By Jens Flottau, Adrian Schofield
Source: Aviation Week & Space Technology

South African Airways, Africa's biggest airline, has issued a request for proposals for the renewal of its long-haul fleet, currently made up of Airbus A340-300/600s and A330s. It is looking at both the Boeing 787 and Airbus A350.

In Asia, Singapore Airlines was among the first to resume placing orders, with a combined commitment for 60 A350s and 787s May 30.

Japan Airlines (JAL) is discussing a major order with Boeing and Airbus for the eventual replacement of its 777 fleet, and it is not averse to splitting the order between more than one aircraft type or manufacturer. JAL could make a decision relatively quickly, “if we can get a good deal,” Chairman Masaru Onishi tells Aviation Week; otherwise, it is prepared to postpone a decision. Fleet replacement for the existing 777s is not due to begin until 2019, so “we have a long lead time,” Onishi says.

The airline operates a fleet of 45 777s, divided between 777-200s and -300s primarily used in its domestic fleet, and -200ERs and -300ERs for international routes. Onishi says a wide range of aircraft will be considered as replacements—the 777-9X, 787-9 and -10X, as well as the A350-900 and -1000.

JAL is weighing an order for more than 40 aircraft, says Onishi. Ideally, it would like to replace the 777s with a single package deal, and that is where it will start negotiating. However, if JAL cannot achieve that, it will address the domestic 777 fleet first, Onishi says.

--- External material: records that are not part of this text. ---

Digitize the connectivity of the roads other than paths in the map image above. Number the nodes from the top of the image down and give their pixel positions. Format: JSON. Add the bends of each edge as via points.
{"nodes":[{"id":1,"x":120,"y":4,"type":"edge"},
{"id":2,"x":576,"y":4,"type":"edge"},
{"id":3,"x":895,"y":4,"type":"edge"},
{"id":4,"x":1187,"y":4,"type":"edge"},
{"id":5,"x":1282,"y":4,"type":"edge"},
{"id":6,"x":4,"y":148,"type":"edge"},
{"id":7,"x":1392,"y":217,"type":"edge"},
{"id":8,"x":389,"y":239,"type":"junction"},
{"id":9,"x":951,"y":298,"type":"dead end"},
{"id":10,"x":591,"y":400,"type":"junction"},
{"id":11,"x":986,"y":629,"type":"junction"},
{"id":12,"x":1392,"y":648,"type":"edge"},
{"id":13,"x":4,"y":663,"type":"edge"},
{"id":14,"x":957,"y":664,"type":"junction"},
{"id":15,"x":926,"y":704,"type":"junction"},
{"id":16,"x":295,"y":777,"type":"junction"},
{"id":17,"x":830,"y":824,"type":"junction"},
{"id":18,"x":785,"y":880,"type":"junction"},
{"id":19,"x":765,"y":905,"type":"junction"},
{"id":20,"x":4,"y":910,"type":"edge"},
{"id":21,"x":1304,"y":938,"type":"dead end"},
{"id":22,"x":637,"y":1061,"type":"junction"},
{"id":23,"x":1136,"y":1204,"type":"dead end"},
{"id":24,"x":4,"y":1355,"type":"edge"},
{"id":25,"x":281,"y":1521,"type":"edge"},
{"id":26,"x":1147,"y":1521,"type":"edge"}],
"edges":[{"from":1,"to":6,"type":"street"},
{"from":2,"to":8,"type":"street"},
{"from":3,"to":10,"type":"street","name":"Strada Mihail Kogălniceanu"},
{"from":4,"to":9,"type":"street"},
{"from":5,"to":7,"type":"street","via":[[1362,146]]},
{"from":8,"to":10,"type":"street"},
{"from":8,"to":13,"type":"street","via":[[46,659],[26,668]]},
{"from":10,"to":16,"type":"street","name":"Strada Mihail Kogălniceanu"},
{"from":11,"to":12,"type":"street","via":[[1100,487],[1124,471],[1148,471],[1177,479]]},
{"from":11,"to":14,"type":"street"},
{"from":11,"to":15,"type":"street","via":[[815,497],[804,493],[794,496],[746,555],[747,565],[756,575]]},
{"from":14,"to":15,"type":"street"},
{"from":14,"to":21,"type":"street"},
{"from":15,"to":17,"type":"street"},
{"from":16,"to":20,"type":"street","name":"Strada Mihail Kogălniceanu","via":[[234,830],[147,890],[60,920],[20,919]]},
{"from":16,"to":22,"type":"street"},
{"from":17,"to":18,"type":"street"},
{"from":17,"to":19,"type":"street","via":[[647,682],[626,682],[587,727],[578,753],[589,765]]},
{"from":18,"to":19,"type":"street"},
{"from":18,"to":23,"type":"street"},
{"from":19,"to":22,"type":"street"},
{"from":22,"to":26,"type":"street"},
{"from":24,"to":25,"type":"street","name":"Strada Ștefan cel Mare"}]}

An order divided by either aircraft type or manufacturer is possible. Onishi notes that a fleet of at least 20 of the same type would work for JAL.

Meanwhile, Cathay Pacific Airways is still considering ordering either the Airbus A380 or the Boeing 747-8I, although no decision is imminent, CEO John Slosar says. “We've done some work, but we're not at the point that would lead to a decision,” he says.

Regarding the proposed Boeing 777X range, Slosar says Cathay Pacific will take a close look at the aircraft. The airline is one of the world's largest operators of 777-300ERs, “and we like the type,” he says. “Anything that made it better would be very interesting for us.”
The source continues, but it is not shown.